Average beta and high-gamma LFP-DP was similar for the 2 animal subjects. LFP-DP is shown grouped by stimulus condition (shaded area is SE): 2 pulses in both RFs (A), 1 pulse in RF (B), 1 pulse in other RF (C). Note that monkey W contributed 80 recordings while monkey F contributed only 20 recordings. Each data point is centered on the moving 200-ms Hamming window.

Fig. 9.

Correlations across experimental sessions between spike-DP, high-gamma LFP-DP, and beta LFP-DP reveal distinct neural processes. DP was z-scored and pooled over stimulus conditions and then grouped by neural signal (LFP bandwidth or spiking response) and by time point (100 or 275 ms after the motion pulse), yielding 6 sets of normalized DPs. The Spearman partial-correlation coefficient (ρ) was computed across recording sessions between each pair of DP sets (which controls for correlations among the remaining 4). A: schematic summarizing all significant correlations (P < 0.05; double-headed arrows, with Spearman coefficients shown above).
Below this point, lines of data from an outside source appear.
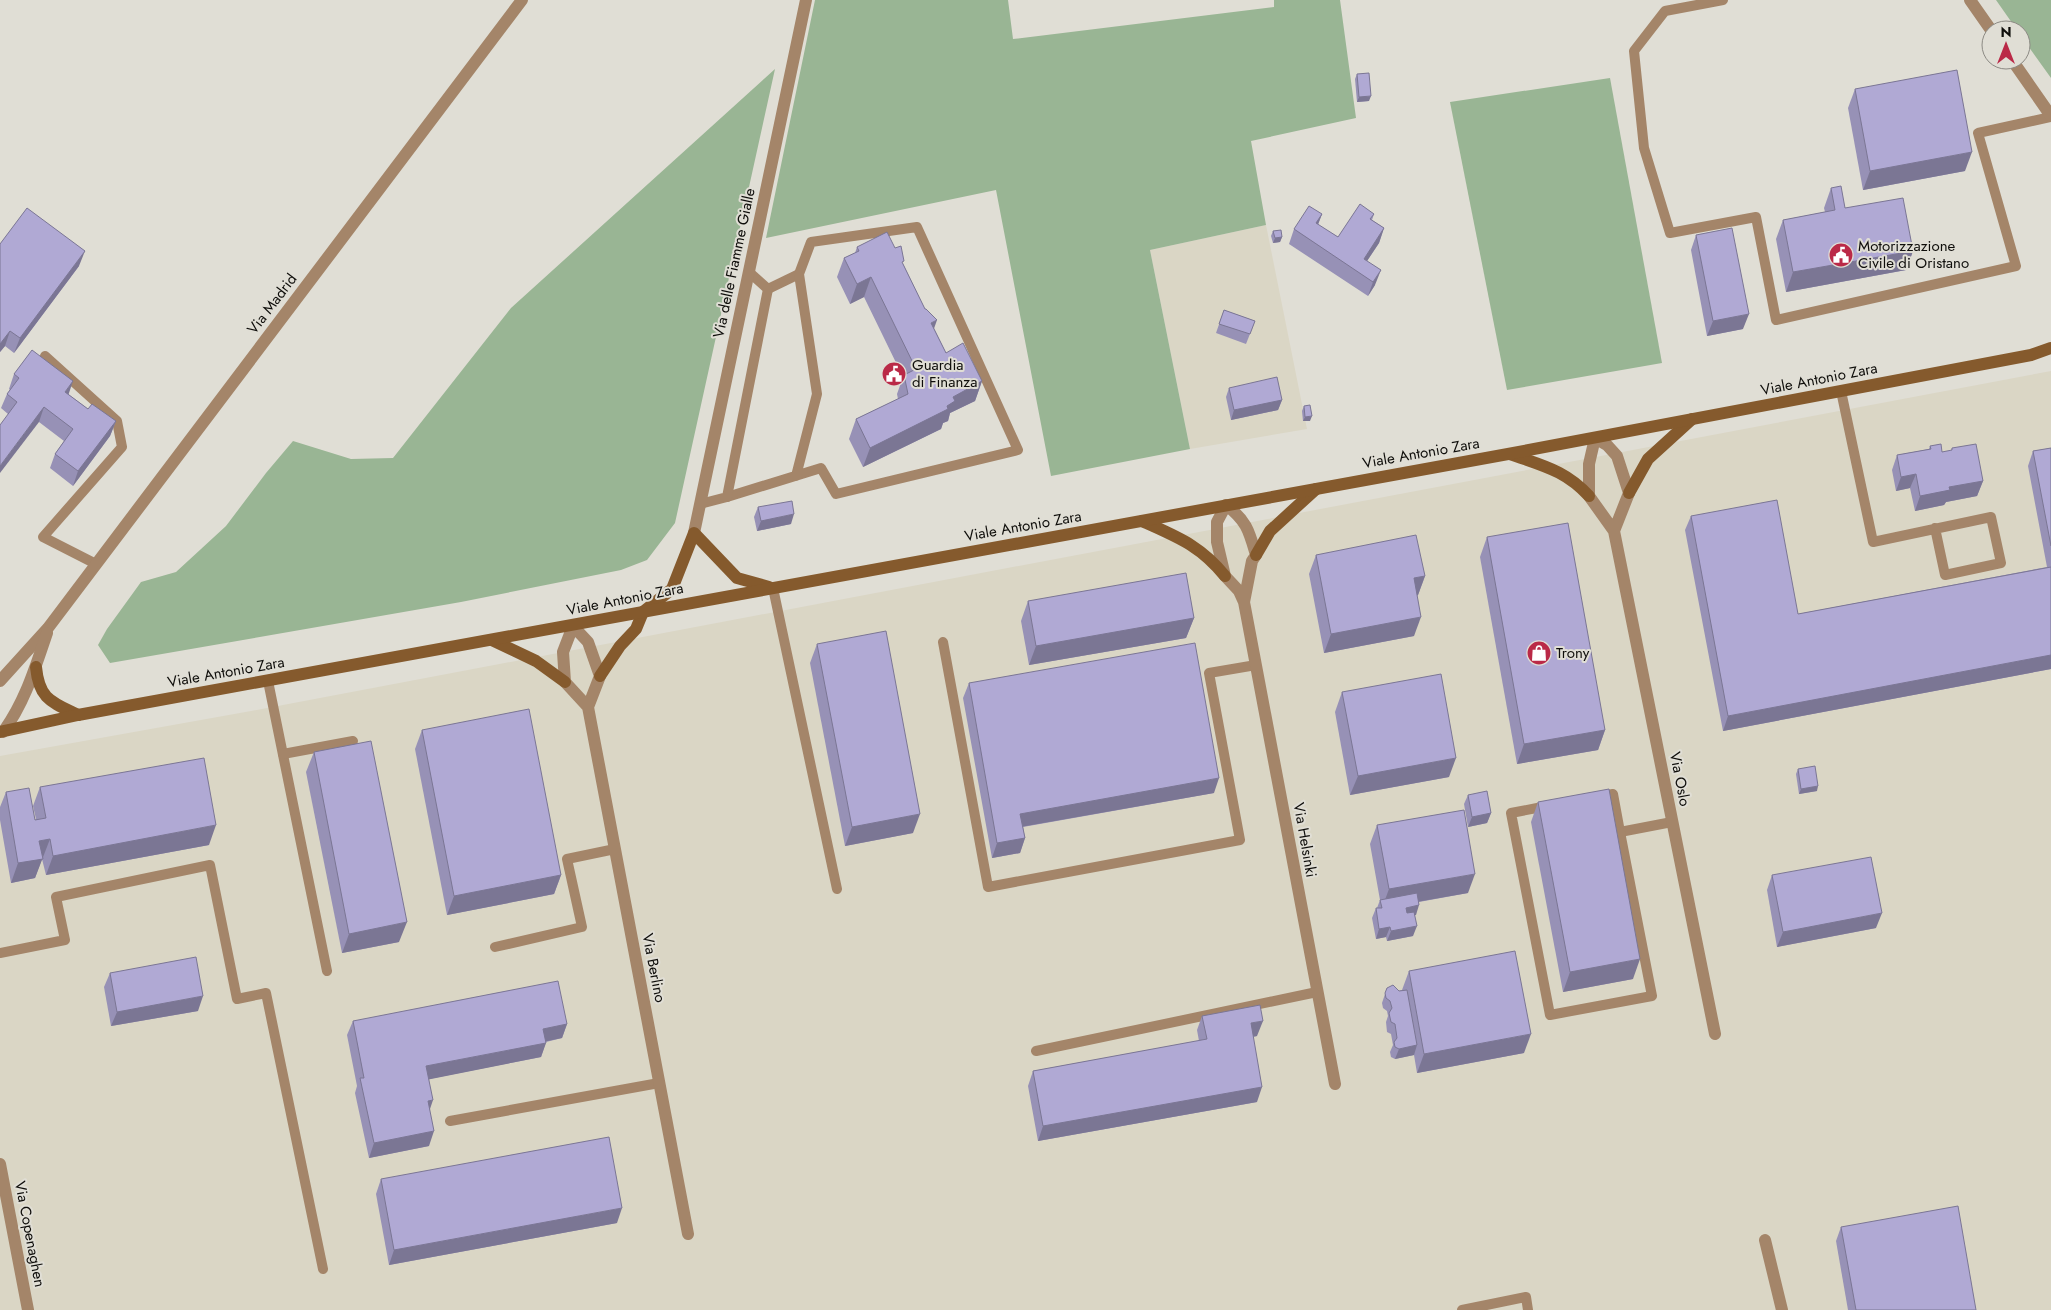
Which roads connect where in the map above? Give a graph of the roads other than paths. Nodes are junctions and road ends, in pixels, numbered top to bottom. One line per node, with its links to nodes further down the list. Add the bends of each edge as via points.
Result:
1 (522, 0): 29 (street, Via Madrid)
2 (806, 0): 8 (street, Via delle Fiamme Gialle)
3 (1722, 0): 7 (lane, via 1665,11 1634,51 1644,148 1670,233 1756,217 1776,320 2016,266 1978,133)
4 (1970, 0): 5 (street)
5 (1984, 20)
6 (2019, 70): 7 (street)
7 (2051, 117)
8 (749, 272): 10 (lane); 22 (street, Via delle Fiamme Gialle)
9 (799, 274): 10 (lane); 17 (lane, via 817,394); 17 (lane, via 811,242 917,228 1018,450 836,494 822,468)
10 (768, 289): 21 (lane)
11 (2051, 348): 13 (main road, Viale Antonio Zara, via 2032,355)
12 (45, 356): 29 (lane, via 117,421 122,447 43,537)
13 (1841, 391): 14 (main road, Viale Antonio Zara); 25 (lane, via 1873,542)
14 (1692, 419): 15 (main road, Viale Antonio Zara); 19 (main road, via 1648,459)
15 (1595, 438): 16 (main road, Viale Antonio Zara); 19 (street, via 1617,456); 20 (street, via 1590,464)
16 (1508, 454): 18 (main road, Viale Antonio Zara); 20 (main road, via 1556,470 1575,481)
17 (796, 476): 21 (lane)
18 (1318, 488): 23 (main road, Viale Antonio Zara); 28 (main road, via 1270,531)
19 (1629, 493): 26 (street)
20 (1590, 496): 26 (street, Via Oslo)
21 (727, 497): 22 (lane)
22 (700, 504): 27 (street, Via delle Fiamme Gialle)
23 (1226, 505): 24 (main road, Viale Antonio Zara); 28 (street, via 1240,516); 30 (street, Via Helsinki, via 1217,522 1217,542)
24 (1142, 521): 30 (main road, via 1196,546); 31 (main road, Viale Antonio Zara)
25 (1935, 528): 25 (lane, via 1990,517 2001,563 1945,575)
26 (1614, 531): 51 (street, Via Oslo)
27 (694, 533): 31 (main road, via 737,578); 33 (main road, via 672,589)
28 (1256, 555): 32 (street, Via Helsinki)
29 (96, 564): 35 (street, Via Madrid)
30 (1226, 576): 32 (street, Via Helsinki)
31 (773, 588): 33 (main road, Viale Antonio Zara); 54 (lane)
32 (1244, 602): 38 (street, Via Helsinki)
33 (643, 612): 34 (main road, Viale Antonio Zara); 40 (main road, via 636,629)
34 (573, 626): 36 (main road, Viale Antonio Zara); 40 (street, via 588,642); 43 (street, via 563,652)
35 (48, 628): 39 (street, Via Madrid); 41 (street, Via Madrid)
36 (492, 640): 42 (main road, Viale Antonio Zara); 43 (main road, via 536,661)
37 (943, 642): 38 (lane, via 988,887 1240,840 1209,674)
38 (1256, 665): 58 (street, Via Helsinki)
39 (36, 667): 45 (main road, via 38,684 45,696); 46 (street, Via Madrid, via 16,714)
40 (600, 676): 44 (street)
41 (0, 681)
42 (268, 681): 45 (main road, Viale Antonio Zara); 48 (lane)
43 (565, 682): 44 (street)
44 (588, 707): 53 (street, Via Berlino)
45 (78, 715): 46 (main road, Viale Antonio Zara)
46 (1, 733)
47 (353, 741): 48 (lane)
48 (283, 754): 57 (lane)
49 (1585, 799): 52 (lane, via 1613,794)
50 (1558, 804): 52 (lane, via 1511,813 1550,1015 1652,996)
51 (1672, 822): 52 (lane); 59 (street, Via Oslo)
52 (1620, 832)
53 (615, 849): 55 (lane, via 567,860 582,927); 61 (street, Via Berlino)
54 (838, 889)
55 (495, 947)
56 (0, 953): 67 (lane, via 64,940 56,897 210,865 237,999 266,993)
57 (327, 971)
58 (1317, 992): 60 (lane); 62 (street, Via Helsinki)
59 (1715, 1034)
60 (1036, 1051)
61 (659, 1083): 63 (lane); 65 (street, Via Berlino)
62 (1335, 1084)
63 (450, 1121)
64 (0, 1164): 68 (street, Via Copenaghen)
65 (688, 1234)
66 (1765, 1240): 71 (street)
67 (323, 1269)
68 (28, 1310)
69 (1462, 1310): 70 (lane, via 1526,1298)
70 (1528, 1310)
71 (1782, 1310)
Circles represent different sets of DP, and their diameters are scaled to the median DP, while color shows the polarity (black > 0.5, open < 0.5). DP sets are grouped by whether they were computed from spiking response (top circles), high-gamma LFPs (middle circles), or beta LFPs (bottom circles) and by the early (100 ms) or late (275 ms) timing relative to the start of the coherent motion pulse (top). Two example comparisons are highlighted by scatterplots in B and C. B: z score normalized, early high-gamma LFP-DP vs. early spike-DP. C: z score normalized, early beta LFP-DP vs. early spike-DP. Linear regression lines (gray) are shown in B and C, along with the Spearman partial correlation coefficients (top).

Fig. 10.

A global, top-down, signal appeared before the response. A: average magnitude-squared coherence of beta (top) and high-gamma (bottom) frequencies between paired LFP signals recorded simultaneously on the 2 electrodes, aligned to the start of the motion pulse (vertical solid line) and grouped by correct and failed trial outcome. B: average LFP coherence detect probability (LFP-DP_coh) computed from trial-by-trial measures of LFP coherence for the beta and high-gamma bands. All trials with 1 and 2 motion pulses were grouped together for this analysis. Spike-DP is shown for comparison but computed only using trials with a motion pulse in the RF. For all panels, shading is SE and each data point is centered on the moving 200-ms Hamming window.

Fig. 11.

Spike response and LFP power aligned to the behavioral response: average normalized spike response (A) and beta and high-gamma (B) power for correct and false-alarm trials. Alignment is to the lever release, and responses were normalized to the mean values −700 to −650 before the lever release. For reference, the vertical dashed line shows the peak of the spike response for correct trials and arrow a highlights the late deflection in the LFP dynamics that is not observed in the spike response. Shading is SE, and each data point is centered on the moving 200-ms Hamming window.

Fig. 12.

Spike-DP, LFP-DP, and LFP-DP_coh aligned to the behavioral response: average spike-DP, high-gamma LFP-DP, and beta LFP-DP aligned to the lever release for the 1-pulse (A) and 2-pulse (B) conditions. Colors correspond to the 3 stimulus conditions and are the same as in Fig. 6. C: average high-gamma and beta LFP-DP_coh aligned to the lever release for all conditions with a motion pulse in the RF (colors are the same as in Fig. 10B). Top: distributions of when the 50-ms motion-pulse occurred relative to the lever release. Distributions reflect the entire time the 50-ms pulses were displayed, not just the pulse onset times. For reference, the 2 vertical dashed lines show the peak of the motion pulse distribution and peak of the spike-DP and arrows a highlight the late deflection in the LFP-DPs. Shading is SE, and each data point is centered on the moving 200-ms Hamming window.